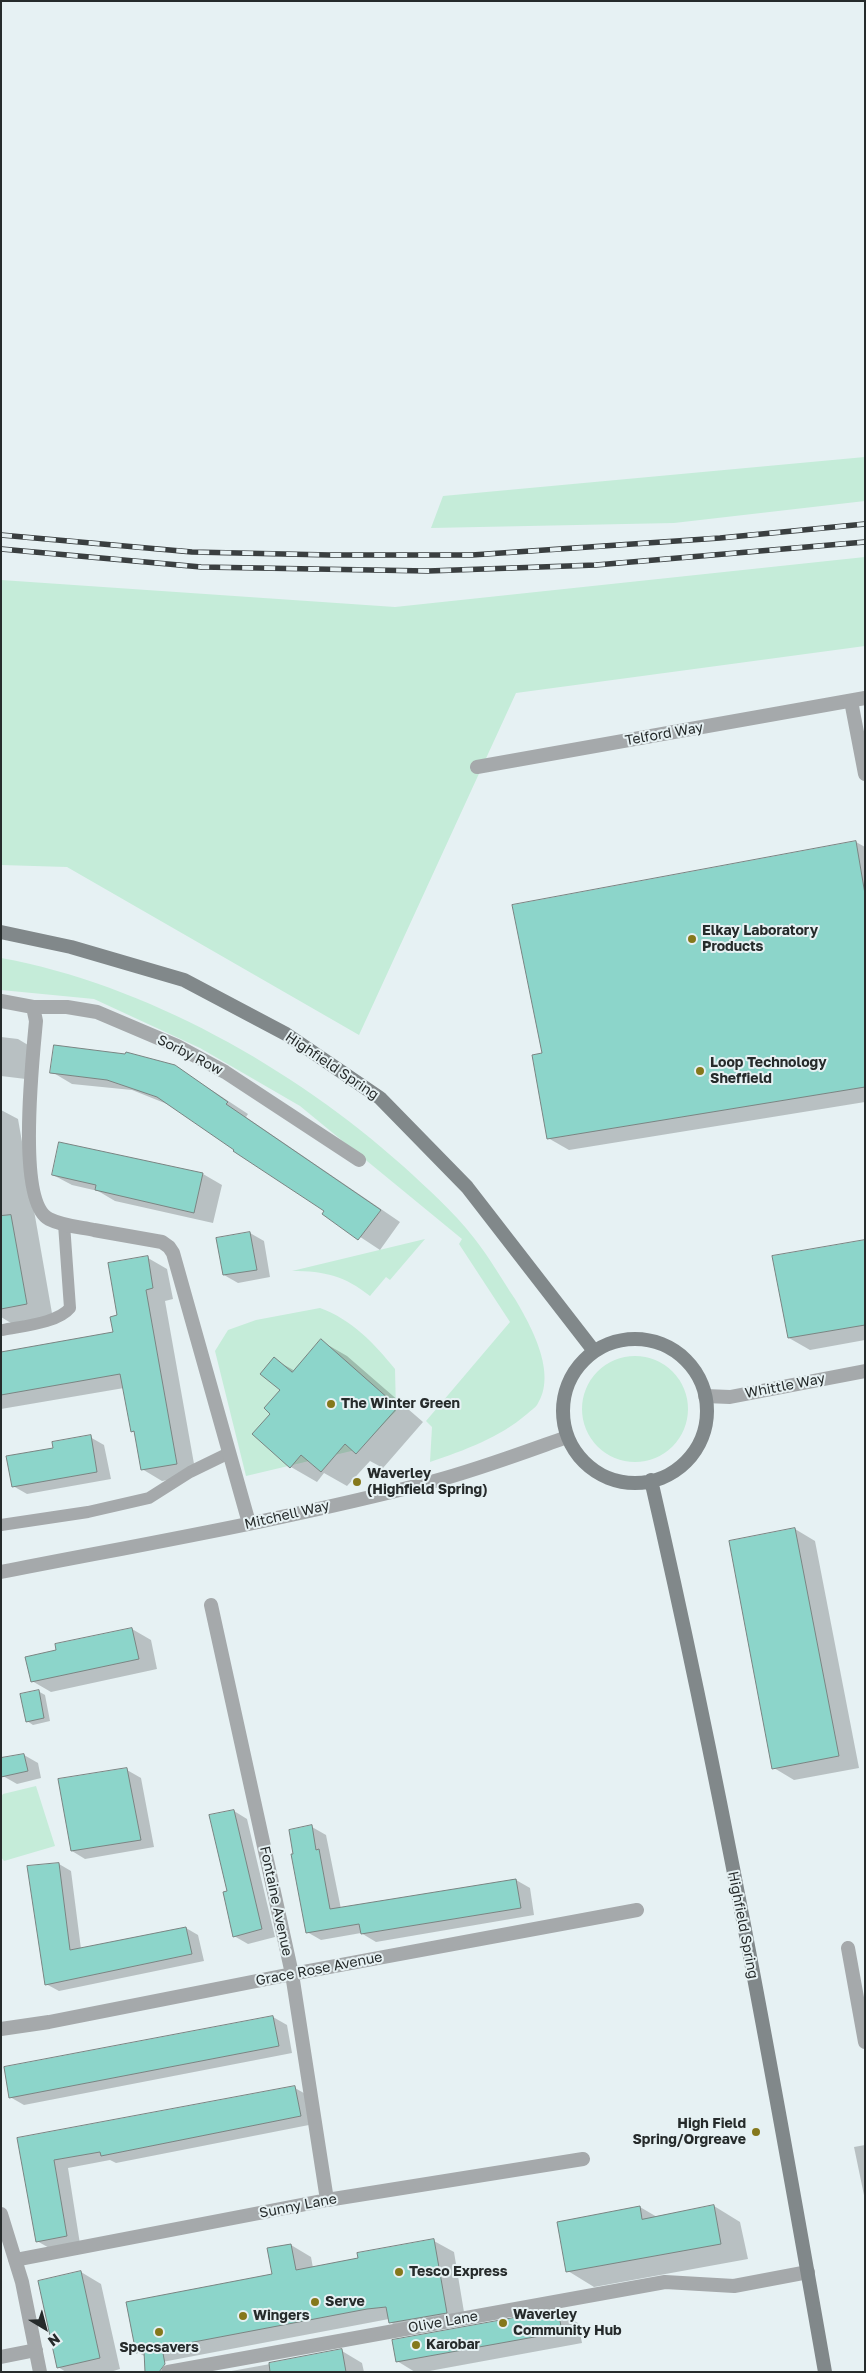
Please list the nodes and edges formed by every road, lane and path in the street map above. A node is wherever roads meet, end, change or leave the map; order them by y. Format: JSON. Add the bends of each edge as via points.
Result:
{"nodes":[{"id":1,"x":858,"y":699,"type":"edge"},
{"id":2,"x":477,"y":767,"type":"dead end"},
{"id":3,"x":865,"y":774,"type":"edge"},
{"id":4,"x":1,"y":932,"type":"edge"},
{"id":5,"x":1,"y":1001,"type":"edge"},
{"id":6,"x":33,"y":1007,"type":"junction"},
{"id":7,"x":359,"y":1160,"type":"dead end"},
{"id":8,"x":64,"y":1224,"type":"junction"},
{"id":9,"x":3,"y":1330,"type":"dead end"},
{"id":10,"x":594,"y":1351,"type":"junction"},
{"id":11,"x":865,"y":1371,"type":"edge"},
{"id":12,"x":705,"y":1396,"type":"junction"},
{"id":13,"x":567,"y":1436,"type":"junction"},
{"id":14,"x":229,"y":1453,"type":"junction"},
{"id":15,"x":651,"y":1480,"type":"junction"},
{"id":16,"x":248,"y":1523,"type":"junction"},
{"id":17,"x":1,"y":1525,"type":"edge"},
{"id":18,"x":1,"y":1572,"type":"edge"},
{"id":19,"x":211,"y":1605,"type":"dead end"},
{"id":20,"x":637,"y":1910,"type":"dead end"},
{"id":21,"x":848,"y":1948,"type":"dead end"},
{"id":22,"x":292,"y":1974,"type":"junction"},
{"id":23,"x":1,"y":2029,"type":"edge"},
{"id":24,"x":865,"y":2042,"type":"edge"},
{"id":25,"x":583,"y":2159,"type":"dead end"},
{"id":26,"x":328,"y":2200,"type":"junction"},
{"id":27,"x":1,"y":2214,"type":"edge"},
{"id":28,"x":15,"y":2260,"type":"junction"},
{"id":29,"x":808,"y":2272,"type":"junction"},
{"id":30,"x":36,"y":2350,"type":"junction"},
{"id":31,"x":1,"y":2356,"type":"edge"},
{"id":32,"x":40,"y":2372,"type":"edge"},
{"id":33,"x":168,"y":2372,"type":"edge"},
{"id":34,"x":825,"y":2372,"type":"edge"}],
"edges":[{"from":1,"to":2,"type":"street","name":"Telford Way"},
{"from":1,"to":3,"type":"street","name":"Telford Way"},
{"from":4,"to":10,"type":"main road","name":"Highfield Spring","via":[[71,947],[184,980],[286,1034],[380,1098],[467,1187]]},
{"from":5,"to":6,"type":"street","name":"Sorby Row"},
{"from":6,"to":7,"type":"street","name":"Sorby Row","via":[[67,1007],[97,1012],[177,1046],[225,1072]]},
{"from":6,"to":8,"type":"street","via":[[36,1021],[28,1124],[32,1186],[38,1207],[47,1218]]},
{"from":8,"to":9,"type":"lane","via":[[70,1308],[55,1318]]},
{"from":8,"to":14,"type":"street","via":[[162,1242],[169,1247]]},
{"from":10,"to":12,"type":"main road","via":[[630,1338],[654,1341],[675,1350],[693,1367]]},
{"from":10,"to":13,"type":"main road","via":[[573,1372],[564,1392],[562,1415]]},
{"from":11,"to":12,"type":"street","name":"Whittle Way","via":[[730,1397]]},
{"from":12,"to":15,"type":"main road","via":[[707,1414],[701,1439],[687,1460],[669,1474]]},
{"from":13,"to":15,"type":"main road","via":[[579,1457],[597,1473],[620,1481],[636,1483]]},
{"from":13,"to":16,"type":"street","name":"Mitchell Way","via":[[431,1482]]},
{"from":14,"to":16,"type":"street"},
{"from":14,"to":17,"type":"lane","via":[[190,1472],[149,1498],[88,1512]]},
{"from":15,"to":29,"type":"main road","name":"Highfield Spring","via":[[680,1604],[733,1869]]},
{"from":16,"to":18,"type":"street","name":"Mitchell Way"},
{"from":19,"to":22,"type":"street","name":"Fontaine Avenue"},
{"from":20,"to":22,"type":"street","name":"Grace Rose Avenue"},
{"from":21,"to":24,"type":"street"},
{"from":22,"to":23,"type":"street","name":"Grace Rose Avenue"},
{"from":22,"to":26,"type":"street","name":"Fontaine Avenue"},
{"from":25,"to":26,"type":"street","name":"Sunny Lane"},
{"from":26,"to":28,"type":"street","name":"Sunny Lane"},
{"from":27,"to":28,"type":"street"},
{"from":28,"to":30,"type":"street"},
{"from":29,"to":33,"type":"street","name":"Olive Lane","via":[[734,2286],[664,2282]]},
{"from":29,"to":34,"type":"main road","name":"Highfield Spring"},
{"from":30,"to":31,"type":"street"},
{"from":30,"to":32,"type":"street"}]}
########################################
■ **Problem requirements**
Among the entries, how many lines carry "Telford"? Reply with a number and nothing else.

■ **Task solution**
2